▸ TASK PROMPT
From the entries below, please output exactly the lines starting at the one containing "ring mcp: (637, 419)" and ending at the one containing "index mcp: (489, 228)", both included.

▸ GIVEN RECORDS
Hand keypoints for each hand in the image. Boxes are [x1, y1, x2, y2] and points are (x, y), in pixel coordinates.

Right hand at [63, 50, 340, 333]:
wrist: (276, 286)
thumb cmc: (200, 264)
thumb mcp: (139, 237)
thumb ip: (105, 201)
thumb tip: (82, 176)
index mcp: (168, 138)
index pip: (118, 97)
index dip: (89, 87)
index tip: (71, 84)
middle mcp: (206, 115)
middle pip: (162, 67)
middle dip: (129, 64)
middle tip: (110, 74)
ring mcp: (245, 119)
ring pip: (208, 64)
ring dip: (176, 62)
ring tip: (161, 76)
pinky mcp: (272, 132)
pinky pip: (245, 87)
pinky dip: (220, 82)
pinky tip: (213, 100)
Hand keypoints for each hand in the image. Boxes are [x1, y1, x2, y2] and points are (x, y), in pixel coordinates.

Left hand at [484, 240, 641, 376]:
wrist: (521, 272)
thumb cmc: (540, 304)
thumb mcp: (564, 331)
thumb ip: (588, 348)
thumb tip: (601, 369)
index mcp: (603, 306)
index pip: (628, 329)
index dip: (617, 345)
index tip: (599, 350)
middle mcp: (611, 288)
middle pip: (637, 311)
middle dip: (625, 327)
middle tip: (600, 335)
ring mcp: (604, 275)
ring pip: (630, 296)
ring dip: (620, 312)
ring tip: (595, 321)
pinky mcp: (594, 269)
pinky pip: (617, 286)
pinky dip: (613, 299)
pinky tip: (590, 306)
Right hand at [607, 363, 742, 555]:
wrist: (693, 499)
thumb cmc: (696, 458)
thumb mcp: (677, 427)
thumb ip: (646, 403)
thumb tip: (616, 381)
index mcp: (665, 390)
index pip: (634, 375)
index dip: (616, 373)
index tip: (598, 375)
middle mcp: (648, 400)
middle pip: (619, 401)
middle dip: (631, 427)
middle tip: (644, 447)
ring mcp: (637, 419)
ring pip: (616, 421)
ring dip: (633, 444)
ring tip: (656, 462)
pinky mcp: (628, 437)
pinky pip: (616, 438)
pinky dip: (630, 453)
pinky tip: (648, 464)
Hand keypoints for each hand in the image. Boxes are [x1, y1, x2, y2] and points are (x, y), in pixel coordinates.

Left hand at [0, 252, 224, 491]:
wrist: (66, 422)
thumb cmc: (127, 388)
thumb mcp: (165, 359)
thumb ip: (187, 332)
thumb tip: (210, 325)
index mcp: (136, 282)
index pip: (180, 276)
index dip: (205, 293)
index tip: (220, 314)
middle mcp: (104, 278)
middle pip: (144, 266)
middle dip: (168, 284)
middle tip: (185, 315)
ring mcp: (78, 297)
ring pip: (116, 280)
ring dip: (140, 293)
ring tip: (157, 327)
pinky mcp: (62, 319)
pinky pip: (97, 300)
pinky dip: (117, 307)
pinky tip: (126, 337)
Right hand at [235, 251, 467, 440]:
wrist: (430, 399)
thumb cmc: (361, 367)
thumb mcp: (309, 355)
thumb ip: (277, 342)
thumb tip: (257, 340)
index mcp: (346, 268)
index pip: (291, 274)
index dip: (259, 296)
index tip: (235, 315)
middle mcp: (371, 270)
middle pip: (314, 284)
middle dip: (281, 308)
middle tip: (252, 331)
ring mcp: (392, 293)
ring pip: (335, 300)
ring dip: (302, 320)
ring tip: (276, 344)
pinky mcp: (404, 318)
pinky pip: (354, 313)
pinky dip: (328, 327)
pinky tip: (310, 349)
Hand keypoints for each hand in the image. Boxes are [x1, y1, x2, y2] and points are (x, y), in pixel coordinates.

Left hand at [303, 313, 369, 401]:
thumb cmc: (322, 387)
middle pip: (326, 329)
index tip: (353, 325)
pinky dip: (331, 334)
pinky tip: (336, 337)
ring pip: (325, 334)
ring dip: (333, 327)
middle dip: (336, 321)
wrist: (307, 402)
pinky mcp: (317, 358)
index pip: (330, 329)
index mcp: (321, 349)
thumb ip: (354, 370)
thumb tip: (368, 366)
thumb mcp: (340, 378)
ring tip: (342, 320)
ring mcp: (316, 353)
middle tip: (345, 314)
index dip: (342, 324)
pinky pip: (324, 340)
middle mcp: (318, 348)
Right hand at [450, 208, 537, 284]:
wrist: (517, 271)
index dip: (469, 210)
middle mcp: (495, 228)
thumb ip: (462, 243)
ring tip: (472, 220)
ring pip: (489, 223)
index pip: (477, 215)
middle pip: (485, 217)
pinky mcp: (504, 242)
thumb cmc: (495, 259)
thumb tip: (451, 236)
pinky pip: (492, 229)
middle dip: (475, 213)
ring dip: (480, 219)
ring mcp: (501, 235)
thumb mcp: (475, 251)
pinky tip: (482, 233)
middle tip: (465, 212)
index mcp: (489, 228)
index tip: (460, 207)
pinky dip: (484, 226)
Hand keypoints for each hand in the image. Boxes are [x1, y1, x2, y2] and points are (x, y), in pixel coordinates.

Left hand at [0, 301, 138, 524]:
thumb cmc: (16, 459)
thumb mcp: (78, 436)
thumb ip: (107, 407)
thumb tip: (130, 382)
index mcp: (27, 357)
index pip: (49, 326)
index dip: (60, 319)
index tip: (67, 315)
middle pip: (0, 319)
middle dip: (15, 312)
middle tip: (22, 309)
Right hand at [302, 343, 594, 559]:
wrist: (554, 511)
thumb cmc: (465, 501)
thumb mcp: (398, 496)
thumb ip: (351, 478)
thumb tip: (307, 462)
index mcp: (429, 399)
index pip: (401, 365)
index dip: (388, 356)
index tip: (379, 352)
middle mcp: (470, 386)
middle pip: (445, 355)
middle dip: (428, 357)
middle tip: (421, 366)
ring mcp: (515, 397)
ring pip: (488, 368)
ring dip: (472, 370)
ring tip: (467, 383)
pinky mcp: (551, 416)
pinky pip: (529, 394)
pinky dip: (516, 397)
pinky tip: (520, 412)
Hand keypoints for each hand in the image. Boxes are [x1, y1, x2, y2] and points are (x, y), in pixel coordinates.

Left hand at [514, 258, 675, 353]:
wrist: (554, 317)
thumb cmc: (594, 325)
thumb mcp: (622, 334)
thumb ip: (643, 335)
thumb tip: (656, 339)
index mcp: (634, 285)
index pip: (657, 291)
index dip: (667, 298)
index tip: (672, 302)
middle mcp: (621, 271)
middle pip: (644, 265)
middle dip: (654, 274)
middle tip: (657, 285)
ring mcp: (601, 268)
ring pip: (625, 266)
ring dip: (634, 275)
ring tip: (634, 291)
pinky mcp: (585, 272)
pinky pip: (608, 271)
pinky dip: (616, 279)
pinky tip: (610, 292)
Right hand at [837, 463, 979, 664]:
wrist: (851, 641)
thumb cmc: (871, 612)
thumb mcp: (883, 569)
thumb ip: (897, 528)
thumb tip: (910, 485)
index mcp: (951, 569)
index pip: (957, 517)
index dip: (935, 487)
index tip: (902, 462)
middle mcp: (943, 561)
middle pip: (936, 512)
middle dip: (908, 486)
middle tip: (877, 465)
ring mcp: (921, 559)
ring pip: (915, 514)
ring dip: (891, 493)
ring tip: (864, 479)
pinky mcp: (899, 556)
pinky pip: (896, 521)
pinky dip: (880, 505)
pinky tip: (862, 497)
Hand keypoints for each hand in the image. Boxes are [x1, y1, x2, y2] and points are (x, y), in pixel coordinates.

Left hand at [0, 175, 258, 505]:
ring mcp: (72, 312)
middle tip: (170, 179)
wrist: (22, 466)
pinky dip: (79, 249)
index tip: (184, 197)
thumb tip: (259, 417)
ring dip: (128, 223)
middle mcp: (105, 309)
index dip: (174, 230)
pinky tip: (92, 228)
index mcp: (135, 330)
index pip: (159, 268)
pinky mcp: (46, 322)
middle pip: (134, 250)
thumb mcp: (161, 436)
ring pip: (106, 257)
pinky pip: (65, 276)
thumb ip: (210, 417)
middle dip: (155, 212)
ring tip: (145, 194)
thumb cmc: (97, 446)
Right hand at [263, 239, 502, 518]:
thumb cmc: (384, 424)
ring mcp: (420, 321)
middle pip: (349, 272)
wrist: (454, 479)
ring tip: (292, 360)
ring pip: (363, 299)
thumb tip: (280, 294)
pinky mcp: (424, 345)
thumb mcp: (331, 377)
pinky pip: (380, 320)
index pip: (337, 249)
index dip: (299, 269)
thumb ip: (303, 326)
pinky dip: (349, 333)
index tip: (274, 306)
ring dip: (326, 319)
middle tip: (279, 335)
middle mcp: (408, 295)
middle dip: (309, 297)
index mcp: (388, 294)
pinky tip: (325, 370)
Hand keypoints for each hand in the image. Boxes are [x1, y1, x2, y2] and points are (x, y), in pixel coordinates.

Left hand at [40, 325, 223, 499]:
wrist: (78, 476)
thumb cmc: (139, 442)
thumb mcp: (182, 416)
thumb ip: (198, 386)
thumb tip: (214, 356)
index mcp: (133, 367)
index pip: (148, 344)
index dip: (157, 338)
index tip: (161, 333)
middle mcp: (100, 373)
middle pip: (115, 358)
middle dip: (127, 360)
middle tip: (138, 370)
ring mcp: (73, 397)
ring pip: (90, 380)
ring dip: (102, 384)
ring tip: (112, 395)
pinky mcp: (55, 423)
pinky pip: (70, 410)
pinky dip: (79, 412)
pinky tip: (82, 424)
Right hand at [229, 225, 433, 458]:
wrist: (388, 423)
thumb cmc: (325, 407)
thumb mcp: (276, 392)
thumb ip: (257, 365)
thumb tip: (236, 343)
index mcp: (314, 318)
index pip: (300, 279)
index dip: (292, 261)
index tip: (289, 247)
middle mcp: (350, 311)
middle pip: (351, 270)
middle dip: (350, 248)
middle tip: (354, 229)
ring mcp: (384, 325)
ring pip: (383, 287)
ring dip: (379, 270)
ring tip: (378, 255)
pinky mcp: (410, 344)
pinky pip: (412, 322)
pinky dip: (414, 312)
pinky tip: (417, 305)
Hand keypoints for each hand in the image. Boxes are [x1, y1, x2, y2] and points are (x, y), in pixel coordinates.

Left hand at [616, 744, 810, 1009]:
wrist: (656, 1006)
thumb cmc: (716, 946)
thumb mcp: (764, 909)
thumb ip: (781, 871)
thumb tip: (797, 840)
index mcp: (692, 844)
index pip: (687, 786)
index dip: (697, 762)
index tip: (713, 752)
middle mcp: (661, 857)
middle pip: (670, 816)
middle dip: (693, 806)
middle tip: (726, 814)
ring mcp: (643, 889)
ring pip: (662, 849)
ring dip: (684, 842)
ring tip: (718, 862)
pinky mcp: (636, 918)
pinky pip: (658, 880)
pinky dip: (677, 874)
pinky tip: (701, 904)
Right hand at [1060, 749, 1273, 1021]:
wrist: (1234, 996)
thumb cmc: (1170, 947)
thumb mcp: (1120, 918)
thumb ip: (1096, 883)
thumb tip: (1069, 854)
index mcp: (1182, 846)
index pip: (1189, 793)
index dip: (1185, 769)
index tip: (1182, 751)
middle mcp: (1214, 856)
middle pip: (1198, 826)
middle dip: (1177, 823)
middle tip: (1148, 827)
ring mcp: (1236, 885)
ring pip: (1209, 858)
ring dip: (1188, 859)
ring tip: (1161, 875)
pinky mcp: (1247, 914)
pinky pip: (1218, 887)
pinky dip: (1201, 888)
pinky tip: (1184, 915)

▸ RESULT OF THIS TASK
ring mcp: (637, 419)
ring pip: (616, 421)
ring dip: (633, 444)
ring tip: (656, 462)
pinky mcp: (628, 437)
pinky pip: (616, 438)
pinky dip: (630, 453)
pinky tip: (648, 464)
Hand keypoints for each hand in the image. Boxes are [x1, y1, x2, y2] and points are (x, y), in pixel coordinates.

Left hand at [0, 252, 224, 491]:
wrist: (66, 422)
thumb cmc: (127, 388)
thumb mcp: (165, 359)
thumb ip: (187, 332)
thumb tip: (210, 325)
index mcp: (136, 282)
index pip: (180, 276)
index dip: (205, 293)
index tip: (220, 314)
middle mcp: (104, 278)
middle pip: (144, 266)
middle dip: (168, 284)
middle tip: (185, 315)
ring mcp: (78, 297)
ring pip: (116, 280)
ring dip: (140, 293)
ring tip: (157, 327)
pinky mcp: (62, 319)
pinky pip: (97, 300)
pinky dip: (117, 307)
pinky tip: (126, 337)
Right hand at [235, 251, 467, 440]:
wrist: (430, 399)
thumb cmc: (361, 367)
thumb mcp: (309, 355)
thumb ip: (277, 342)
thumb tip: (257, 340)
index mcp: (346, 268)
index pip: (291, 274)
index dip: (259, 296)
index tip: (235, 315)
middle mcp: (371, 270)
middle pip: (314, 284)
middle dip: (281, 308)
middle tip: (252, 331)
ring mcp: (392, 293)
ring pip: (335, 300)
ring dip: (302, 320)
ring tip: (276, 344)
pinky mcp: (404, 318)
pinky pip: (354, 313)
pinky dip: (328, 327)
pinky tip: (310, 349)
Hand keypoints for each hand in the image. Boxes are [x1, y1, x2, y2] and points are (x, y), in pixel coordinates.

Left hand at [303, 313, 369, 401]:
thumb cmc: (322, 387)
middle pip: (326, 329)
index tip: (353, 325)
pinky dip: (331, 334)
pinky tip: (336, 337)
ring pip: (325, 334)
ring dip: (333, 327)
middle dip: (336, 321)
wrist: (307, 402)
pinky mcp: (317, 358)
index pip: (330, 329)
index mcp: (321, 349)
thumb ip: (354, 370)
thumb tip: (368, 366)
thumb mcp: (340, 378)
ring tip: (342, 320)
ring mcp: (316, 353)
middle tip: (345, 314)
index dip: (342, 324)
pinky pip: (324, 340)
middle mcp: (318, 348)
Right hand at [450, 208, 537, 284]:
wrist: (517, 271)
index dip: (469, 210)
middle mcp: (495, 228)
thumb ip: (462, 243)
ring tip: (472, 220)
ring pip: (489, 223)
index pip: (477, 215)
middle pip: (485, 217)
pinky mcp: (504, 242)
thumb cmc: (495, 259)
thumb tip: (451, 236)
pinky pip: (492, 229)
middle dip: (475, 213)
ring dip: (480, 219)
ring mcp: (501, 235)
thumb mcp: (475, 251)
pinky tip: (482, 233)
middle tip: (465, 212)
index mcp: (489, 228)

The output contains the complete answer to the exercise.